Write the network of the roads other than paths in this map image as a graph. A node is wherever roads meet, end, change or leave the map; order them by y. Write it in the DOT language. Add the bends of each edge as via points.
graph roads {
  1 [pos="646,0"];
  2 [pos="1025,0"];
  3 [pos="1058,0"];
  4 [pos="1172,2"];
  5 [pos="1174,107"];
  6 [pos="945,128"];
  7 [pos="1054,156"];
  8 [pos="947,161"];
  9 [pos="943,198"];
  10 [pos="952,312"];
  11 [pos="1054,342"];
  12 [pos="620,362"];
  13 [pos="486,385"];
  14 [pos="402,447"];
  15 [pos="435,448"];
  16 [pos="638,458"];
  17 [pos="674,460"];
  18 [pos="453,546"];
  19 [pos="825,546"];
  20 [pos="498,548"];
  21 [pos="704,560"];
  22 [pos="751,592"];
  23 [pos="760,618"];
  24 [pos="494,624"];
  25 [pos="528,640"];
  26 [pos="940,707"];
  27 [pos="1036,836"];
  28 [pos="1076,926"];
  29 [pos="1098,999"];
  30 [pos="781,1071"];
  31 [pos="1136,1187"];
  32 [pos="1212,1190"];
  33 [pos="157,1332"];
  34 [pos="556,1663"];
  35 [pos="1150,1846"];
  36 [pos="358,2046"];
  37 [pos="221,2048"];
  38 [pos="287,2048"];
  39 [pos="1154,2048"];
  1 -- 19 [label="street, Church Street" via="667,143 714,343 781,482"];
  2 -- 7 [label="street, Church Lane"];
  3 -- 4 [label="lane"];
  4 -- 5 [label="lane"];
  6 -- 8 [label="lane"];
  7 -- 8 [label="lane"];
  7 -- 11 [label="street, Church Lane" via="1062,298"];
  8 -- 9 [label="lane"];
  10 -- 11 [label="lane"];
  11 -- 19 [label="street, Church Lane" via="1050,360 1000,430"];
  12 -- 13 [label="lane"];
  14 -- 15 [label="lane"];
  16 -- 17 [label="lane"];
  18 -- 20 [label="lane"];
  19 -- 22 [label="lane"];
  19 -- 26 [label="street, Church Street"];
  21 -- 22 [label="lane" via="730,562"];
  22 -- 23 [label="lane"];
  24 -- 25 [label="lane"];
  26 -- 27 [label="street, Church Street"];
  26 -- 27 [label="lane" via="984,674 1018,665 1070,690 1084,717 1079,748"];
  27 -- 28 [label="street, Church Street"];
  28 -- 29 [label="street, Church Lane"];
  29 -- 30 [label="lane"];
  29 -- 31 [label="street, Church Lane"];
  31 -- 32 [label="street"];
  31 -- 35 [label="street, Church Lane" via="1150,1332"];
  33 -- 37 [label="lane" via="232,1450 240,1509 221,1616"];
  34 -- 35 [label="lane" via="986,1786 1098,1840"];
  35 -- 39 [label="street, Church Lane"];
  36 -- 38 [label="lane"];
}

········

An exact copy of the listing above is needed, so write it out again.

Write the network of the roads other than paths in this map image as a graph. A node is wherever roads meet, end, change or leave the map; order them by y. Write it in the DOT language. Add the bends of each edge as via points.
graph roads {
  1 [pos="646,0"];
  2 [pos="1025,0"];
  3 [pos="1058,0"];
  4 [pos="1172,2"];
  5 [pos="1174,107"];
  6 [pos="945,128"];
  7 [pos="1054,156"];
  8 [pos="947,161"];
  9 [pos="943,198"];
  10 [pos="952,312"];
  11 [pos="1054,342"];
  12 [pos="620,362"];
  13 [pos="486,385"];
  14 [pos="402,447"];
  15 [pos="435,448"];
  16 [pos="638,458"];
  17 [pos="674,460"];
  18 [pos="453,546"];
  19 [pos="825,546"];
  20 [pos="498,548"];
  21 [pos="704,560"];
  22 [pos="751,592"];
  23 [pos="760,618"];
  24 [pos="494,624"];
  25 [pos="528,640"];
  26 [pos="940,707"];
  27 [pos="1036,836"];
  28 [pos="1076,926"];
  29 [pos="1098,999"];
  30 [pos="781,1071"];
  31 [pos="1136,1187"];
  32 [pos="1212,1190"];
  33 [pos="157,1332"];
  34 [pos="556,1663"];
  35 [pos="1150,1846"];
  36 [pos="358,2046"];
  37 [pos="221,2048"];
  38 [pos="287,2048"];
  39 [pos="1154,2048"];
  1 -- 19 [label="street, Church Street" via="667,143 714,343 781,482"];
  2 -- 7 [label="street, Church Lane"];
  3 -- 4 [label="lane"];
  4 -- 5 [label="lane"];
  6 -- 8 [label="lane"];
  7 -- 8 [label="lane"];
  7 -- 11 [label="street, Church Lane" via="1062,298"];
  8 -- 9 [label="lane"];
  10 -- 11 [label="lane"];
  11 -- 19 [label="street, Church Lane" via="1050,360 1000,430"];
  12 -- 13 [label="lane"];
  14 -- 15 [label="lane"];
  16 -- 17 [label="lane"];
  18 -- 20 [label="lane"];
  19 -- 22 [label="lane"];
  19 -- 26 [label="street, Church Street"];
  21 -- 22 [label="lane" via="730,562"];
  22 -- 23 [label="lane"];
  24 -- 25 [label="lane"];
  26 -- 27 [label="street, Church Street"];
  26 -- 27 [label="lane" via="984,674 1018,665 1070,690 1084,717 1079,748"];
  27 -- 28 [label="street, Church Street"];
  28 -- 29 [label="street, Church Lane"];
  29 -- 30 [label="lane"];
  29 -- 31 [label="street, Church Lane"];
  31 -- 32 [label="street"];
  31 -- 35 [label="street, Church Lane" via="1150,1332"];
  33 -- 37 [label="lane" via="232,1450 240,1509 221,1616"];
  34 -- 35 [label="lane" via="986,1786 1098,1840"];
  35 -- 39 [label="street, Church Lane"];
  36 -- 38 [label="lane"];
}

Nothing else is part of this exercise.